W.H.O. are you?

Bird flu, AIDS, heart disease: Thailand and Indonesia have lots of problems, but does the World Health Organization have the right answers?

Published February 8, 2007 6:19PM (EST)

Less than a month after being installed in office, Margaret Chan, the new director-general of the World Health Organization, riled public health advocates when, during a visit to Bangkok in early February, she criticized Thailand's government for its aggressive policy of issuing compulsory licenses for patented drugs.

"I'd like to underline that we have to find a right balance for compulsory licensing," Chan said, adding, "We can't be naive about this. There is no perfect solution for accessing drugs in both quality and quantity."

Meanwhile, on Wednesday, the New York Times quoted another WHO official, Dr. David L. Heymann, the agency's chief of communicable diseases, as saying the WHO was "clearly concerned" about Indonesia's decision to stop handing over samples of avian flu viral strains to the WHO free of charge. Instead, Indonesia had signed a deal to sell the virus samples to a private pharmaceutical company.

Dr. Heymann ... said he was not blaming the company involved, Baxter Healthcare of Deerfield, Ill. "But now that this has happened," he said, "we have to sit down and figure out how to rectify it."

Huh. Damned if you break a patent, damned if you don't. It's tough this week, being a Southeast Asian nation trying to do right on the public health front.

Because while on the surface the two situations seem like polar opposites, they are both manifestations of the same problem. Thailand is challenging the intellectual property status quo, because it is concerned that its sick citizens can't afford expensive AIDS and heart disease drugs. But Indonesia is upset that the strains of bird flu virus it gives to the WHO are then turned around and handed, free of charge, to pharmaceutical companies who manufacture vaccines that Indonesians can't afford. (Thanks to Felix Salmon for providing the pointer to background information on Indonesia's stance.)

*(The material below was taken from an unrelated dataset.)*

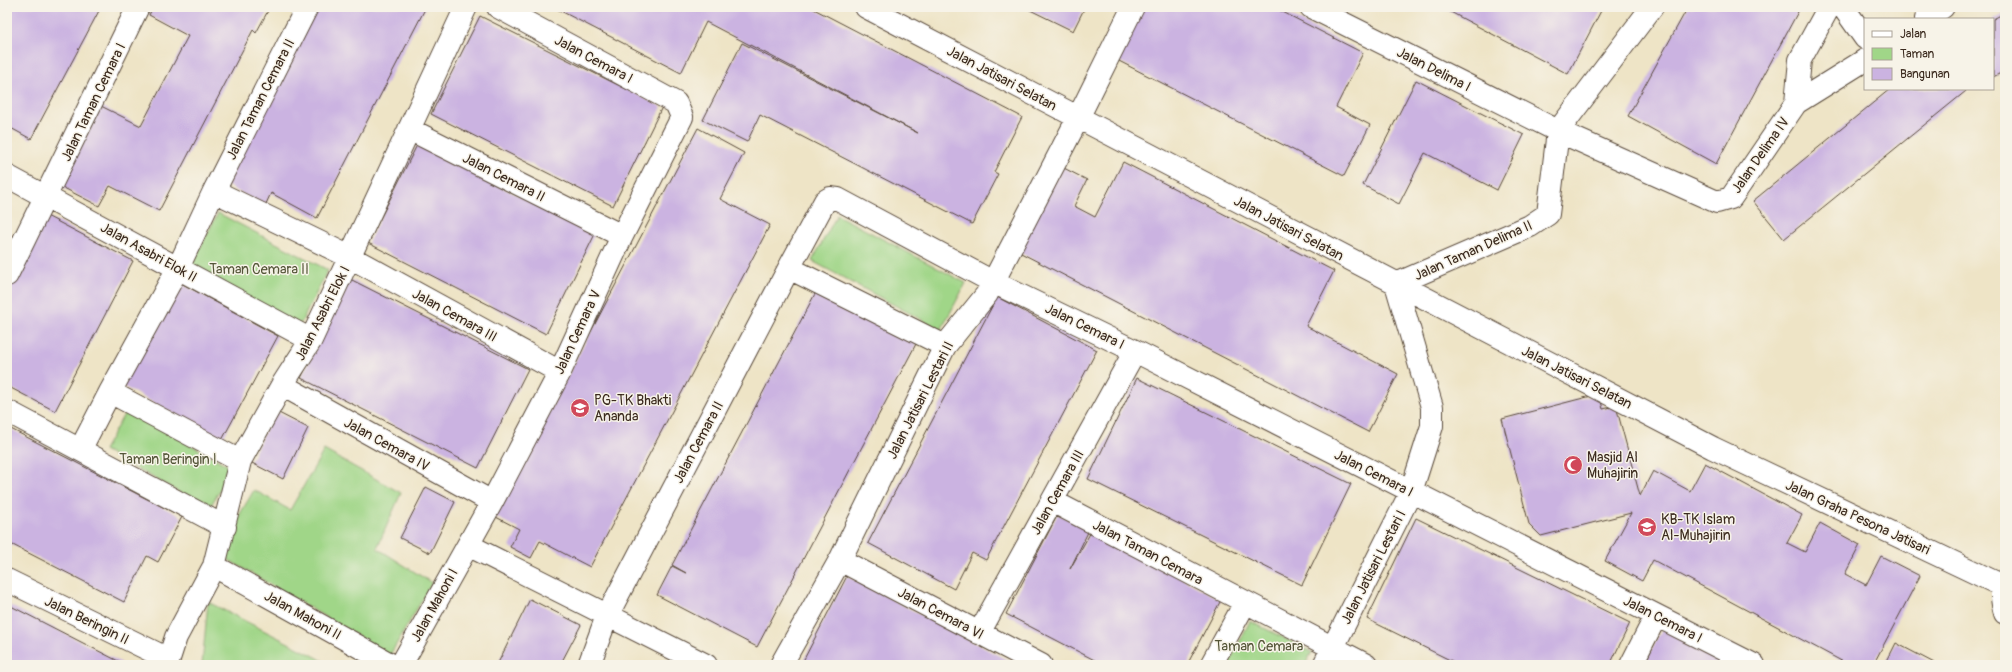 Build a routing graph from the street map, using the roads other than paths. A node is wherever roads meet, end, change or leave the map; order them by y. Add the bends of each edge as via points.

Dr. Heymann, judging by his comments in the New York Times, appears cognizant of the subtleties of the situation: "To assure countries like Indonesia a supply of vaccine, Dr. Heymann favors helping them get plants where they can produce it themselves at low cost." But it is director-general Chan who is going to come under the most scrutiny. Where is the World Health Organization going to position itself on the gnarly question of how best to safeguard public health while protecting Big Pharma's intellectual property? The U.S.'s position has been clear: As I wrote in November, when the WHO was electing a new director:

In March, the U.S. reportedly forced the transfer of William Aldis, WHO's country representative in Thailand. Aldis had made the grave mistake of publicly criticizing a proposed free trade agreement between the U.S. and Thailand on public health grounds. More recently, Bush administration hack William Steiger demanded that WHO retract a study it had commissioned on the impact of intellectual property on public health in developing countries.

Margaret Chan made her comments in Bangkok after giving a keynote address at the Prince Mahidol Award Conference 2007, an international conference devoted to issues of global public health. According to one critical report she "praised the pharmaceutical industry lavishly" during the speech.

So early reviews from the activist public health community are not favorable. Sure, they're a hard group to please. But shouldn't they be?

UPDATE: This just in: SciDev.net is reporting that Thailand is "backing off" its threat to break two drug patents, and has entered into price negotiations with the pharmaceutical companies involved.

According to SciDev.net, "The World Health Organization pursuaded the Thai government to negotiate with drug firms before issuing a compulsory license."